For the sums of the type, $$\sum_x \binom{x+c}{c}$$ where $c$ is a constant integer, are there known (simple) methods or line of arguments for discussing whether such sums are divergent or not? Specially, when one takes the limit of the sum going to infinity (so $x:0\to \infty$). Intuitively, I would imagine it must be diverging, because with increasing $x$ we are going to have ever larger positive numbers popping up in the sum. But at a rigorous level, I have no idea how to approach this.

Answer 1

The sum of an increasing positive sequence diverges. Indeed, if $u_{n+1}>u_n>0$ for all $n$, then $u_n>u_0>0$ for all $n$, and $$ \sum_{n=0}^N u_n > (N+1)\, u_0\, . $$ Taking the limit as $N$ goes to infinity gives $\sum u_n = +\infty$. Going back to the original question where $u_n = \binom{n+c}{c}$, we can see that $u_0 = \binom{c}{c} = 1$ is positive.
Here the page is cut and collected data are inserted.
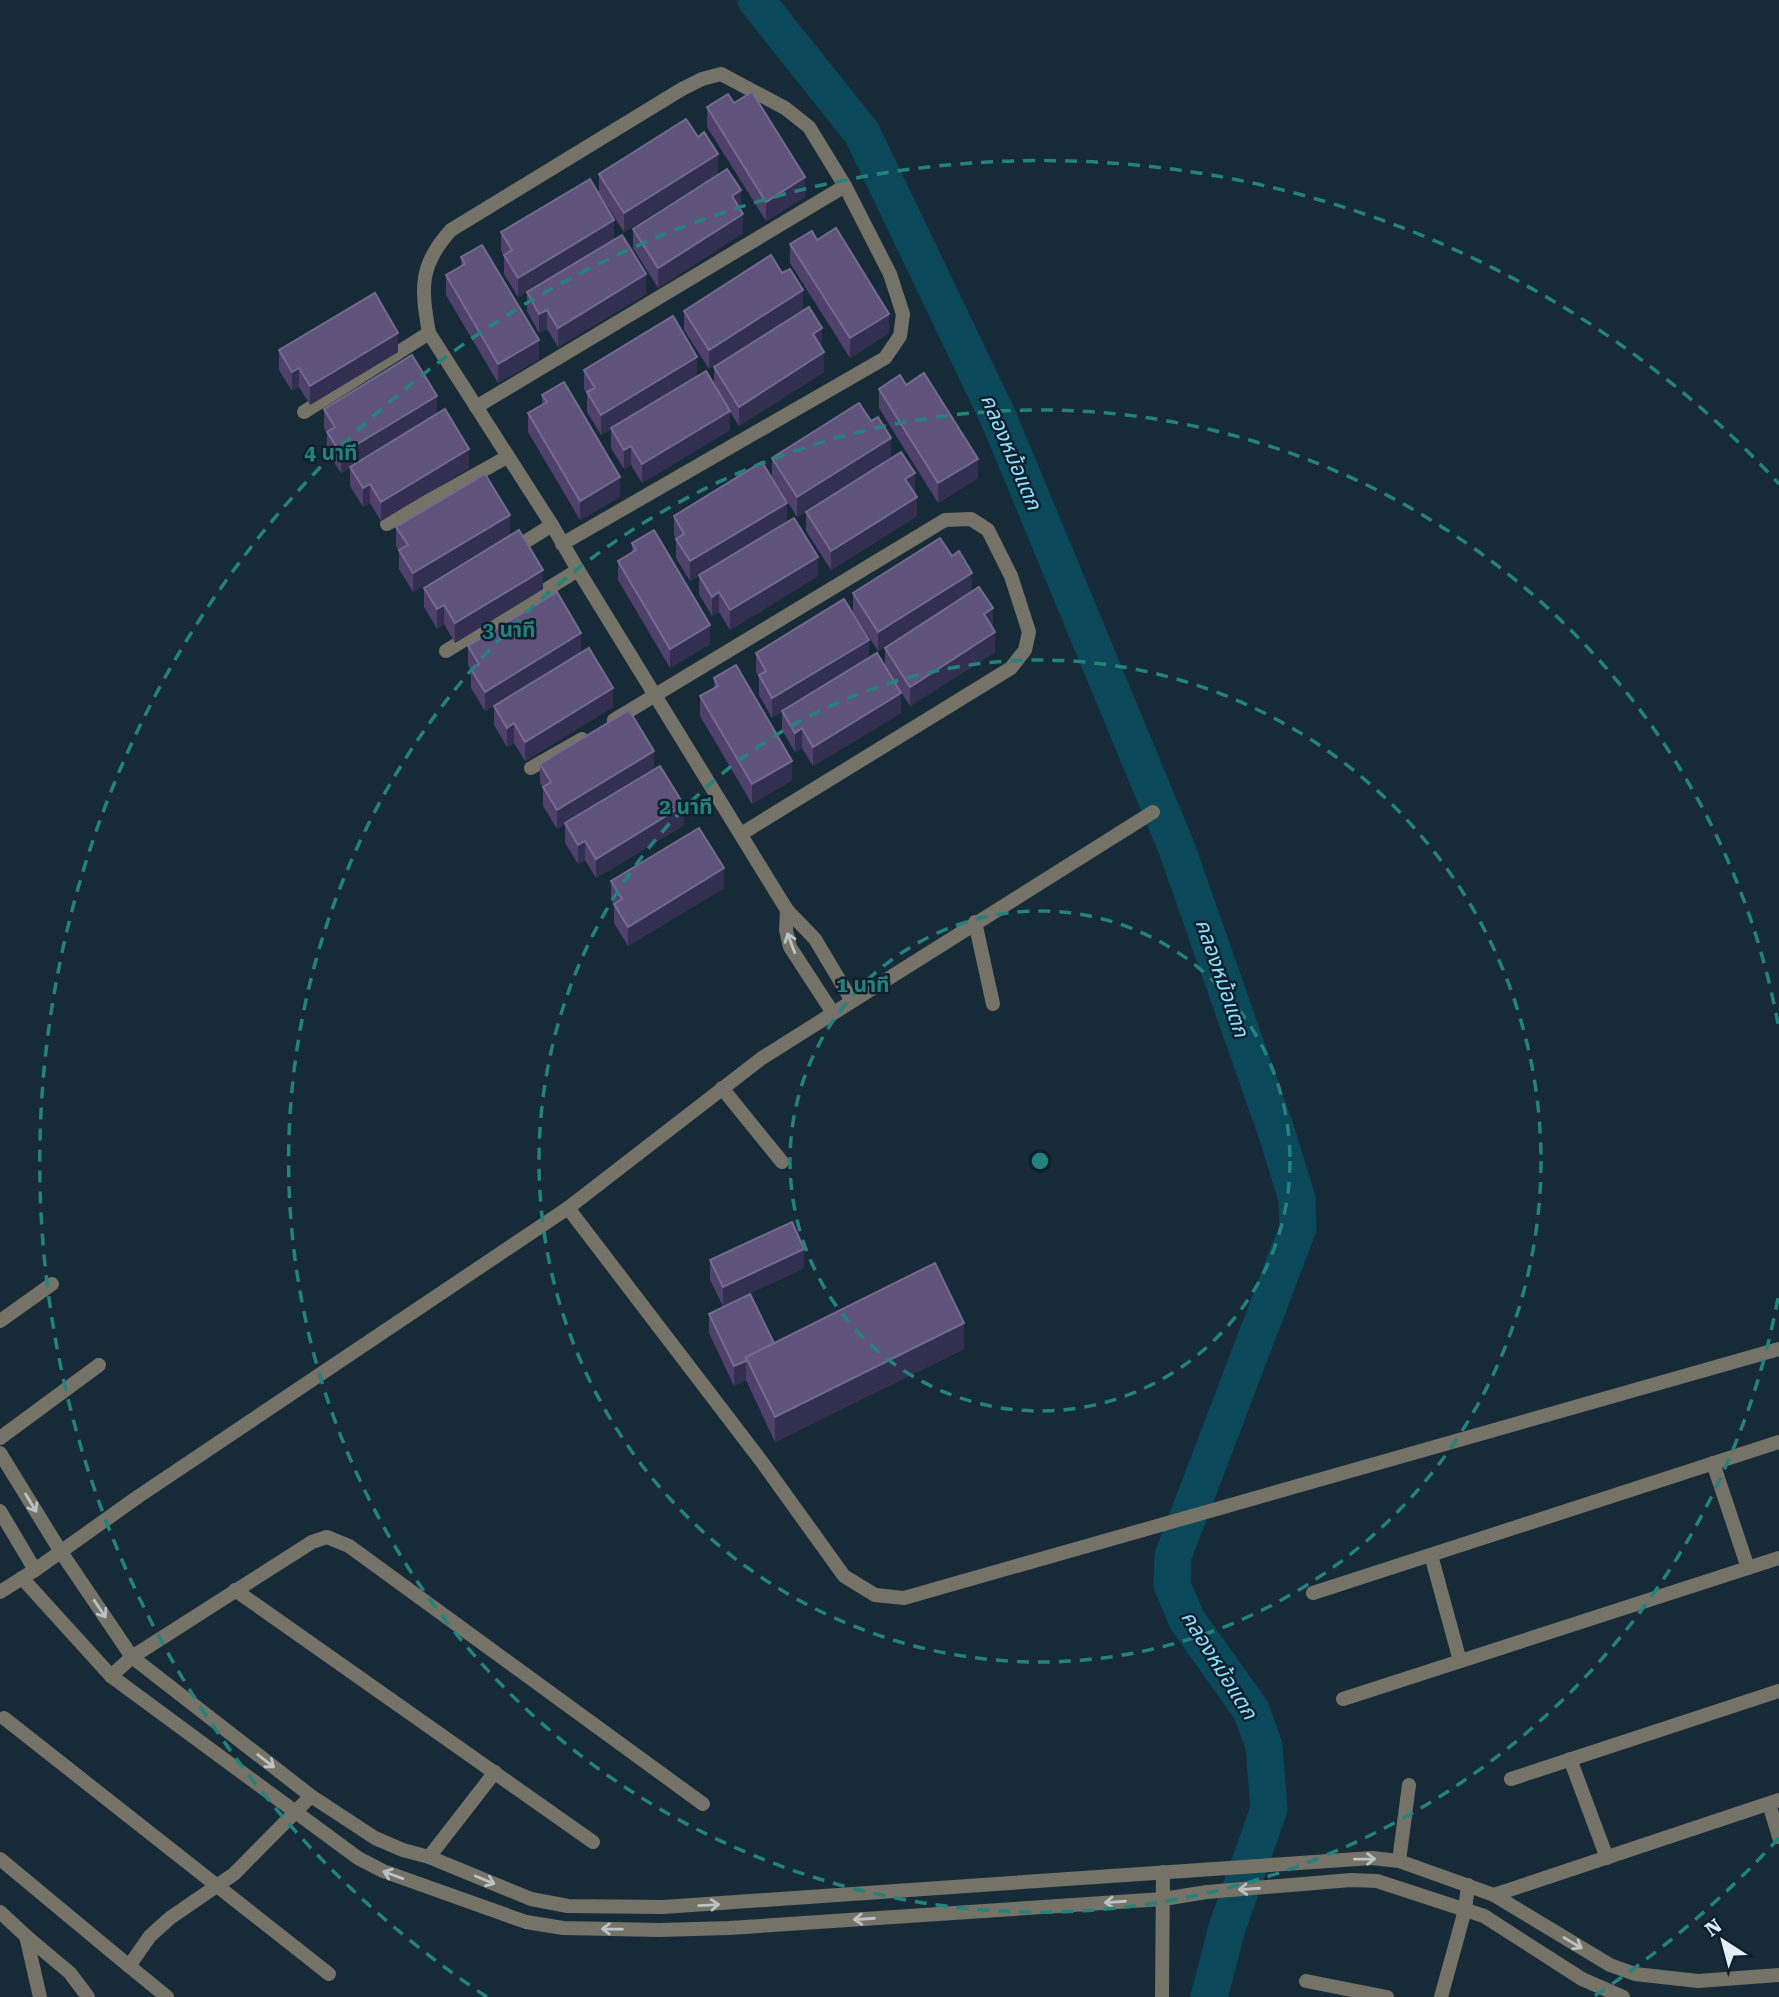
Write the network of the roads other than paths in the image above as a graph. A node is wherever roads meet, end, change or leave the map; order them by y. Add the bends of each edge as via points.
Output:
1 (845, 186) junction
2 (429, 333) junction
3 (476, 407) junction
4 (304, 412) dead end
5 (507, 457) junction
6 (387, 524) dead end
7 (552, 525) junction
8 (562, 544) junction
9 (494, 561) edge
10 (578, 570) junction
11 (446, 651) dead end
12 (656, 696) junction
13 (531, 768) dead end
14 (1153, 812) dead end
15 (740, 834) junction
16 (787, 910) junction
17 (975, 922) junction
18 (852, 1001) junction
19 (993, 1004) dead end
20 (833, 1013) junction
21 (722, 1088) junction
22 (782, 1162) dead end
23 (568, 1208) junction
24 (52, 1284) dead end
25 (0, 1321) edge
26 (1779, 1349) edge
27 (99, 1365) dead end
28 (0, 1438) edge
29 (1779, 1442) edge
30 (0, 1454) edge
31 (1713, 1463) junction
32 (0, 1511) edge
33 (61, 1552) junction
34 (1431, 1555) junction
35 (1779, 1558) edge
36 (1748, 1568) junction
37 (36, 1570) junction
38 (22, 1578) junction
39 (234, 1590) junction
40 (0, 1592) edge
41 (1313, 1593) dead end
42 (132, 1657) junction
43 (1460, 1661) junction
44 (111, 1676) junction
45 (1779, 1691) edge
46 (1343, 1699) dead end
47 (4, 1718) dead end
48 (1570, 1759) junction
49 (495, 1772) junction
50 (1511, 1779) dead end
51 (1409, 1785) dead end
52 (311, 1796) junction
53 (1774, 1802) edge
54 (703, 1804) dead end
55 (294, 1811) junction
56 (1779, 1837) edge
57 (593, 1842) dead end
58 (429, 1857) junction
59 (1606, 1858) junction
60 (0, 1859) edge
61 (1399, 1861) junction
62 (1163, 1872) junction
63 (1468, 1885) junction
64 (217, 1886) junction
65 (887, 1892) junction
66 (1494, 1895) junction
67 (1163, 1899) junction
68 (663, 1908) junction
69 (1465, 1910) junction
70 (0, 1912) edge
71 (891, 1917) junction
72 (659, 1930) junction
73 (26, 1936) junction
74 (129, 1966) junction
75 (329, 1973) dead end
76 (1779, 1975) edge
77 (1306, 1981) dead end
78 (40, 1997) edge
79 (88, 1997) edge
80 (167, 1997) edge
81 (1162, 1997) edge
82 (1387, 1997) edge
83 (1441, 1997) edge
84 (1623, 1997) edge

1 - 2 street via 809,127 785,108 721,74 702,79 451,230 434,248 426,269 422,297
1 - 3 street
1 - 8 street via 890,274 904,314 900,336 885,358
2 - 3 street
2 - 4 street
3 - 5 street
5 - 6 street
5 - 7 street
7 - 8 street
7 - 9 street
8 - 10 street
10 - 11 street
10 - 12 street
12 - 13 street
12 - 15 street
12 - 15 street via 945,520 971,519 988,530 1011,576 1029,632 1025,650 1011,668
14 - 17 street
15 - 16 street
16 - 18 street via 815,939
20 -> 16 street via 790,947
17 - 18 street
17 - 19 street
18 - 20 street
20 - 21 street
21 - 22 street
21 - 23 street
23 - 26 street via 844,1576 875,1595 904,1598
23 - 33 street
24 - 25 street
27 - 28 street
29 - 31 street
30 -> 33 street
31 - 34 street
31 - 36 street
32 - 37 street
33 - 37 street
33 -> 42 street
34 - 41 street
34 - 43 street
35 - 36 street
36 - 43 street
37 - 38 street
38 - 40 street
38 - 44 street
39 - 42 street
39 - 49 street
39 - 54 street via 312,1542 327,1537 337,1540
42 - 44 street
42 -> 52 street
43 - 46 street
44 - 55 street
45 - 48 street
47 - 64 street
48 - 50 street
48 - 59 street
49 - 57 street
49 - 58 street
51 - 61 street
52 - 55 street
52 - 58 street via 375,1838
53 - 56 street
53 - 59 street
55 - 64 street via 261,1849
72 -> 55 street via 563,1928 526,1922 383,1871
58 -> 68 street via 531,1899 568,1906
59 - 66 street
60 - 74 street
62 -> 61 street via 1372,1858
61 - 63 street
62 - 65 street
62 - 67 street
63 - 66 street
63 - 69 street
64 - 74 street via 150,1936
64 - 75 street
68 -> 65 street
65 - 71 street
66 -> 76 street via 1610,1965 1635,1974 1698,1982
69 -> 67 street via 1377,1881 1351,1880
67 -> 71 street
67 - 81 street
68 - 72 street
69 - 83 street
69 - 84 street via 1484,1916 1582,1979
70 - 73 street
71 -> 72 street
73 - 78 street
73 - 79 street via 70,1973
74 - 80 street
77 - 82 street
Moreover, \begin{aligned} u_{n+1} & = \frac{(n+c+1)!}{(n+1)!\, c!} \\ &= \frac{(n+1)\times\dots\times (n+c)}{ c!} \frac{n+c+1}{n+1} \\ &= u_n \left( 1 + \frac{c}{n+1} \right) \\ &> u_n \, . \end{aligned} Therefore, $(u_n)_{n\in \mathbb{N}}$ is an increasing positive sequence, and its sum diverges. Note that $u_n = \binom{n+c}{c}$ is the maximal number of coefficients of a $n$-variate polynomial with degree $c$ [1].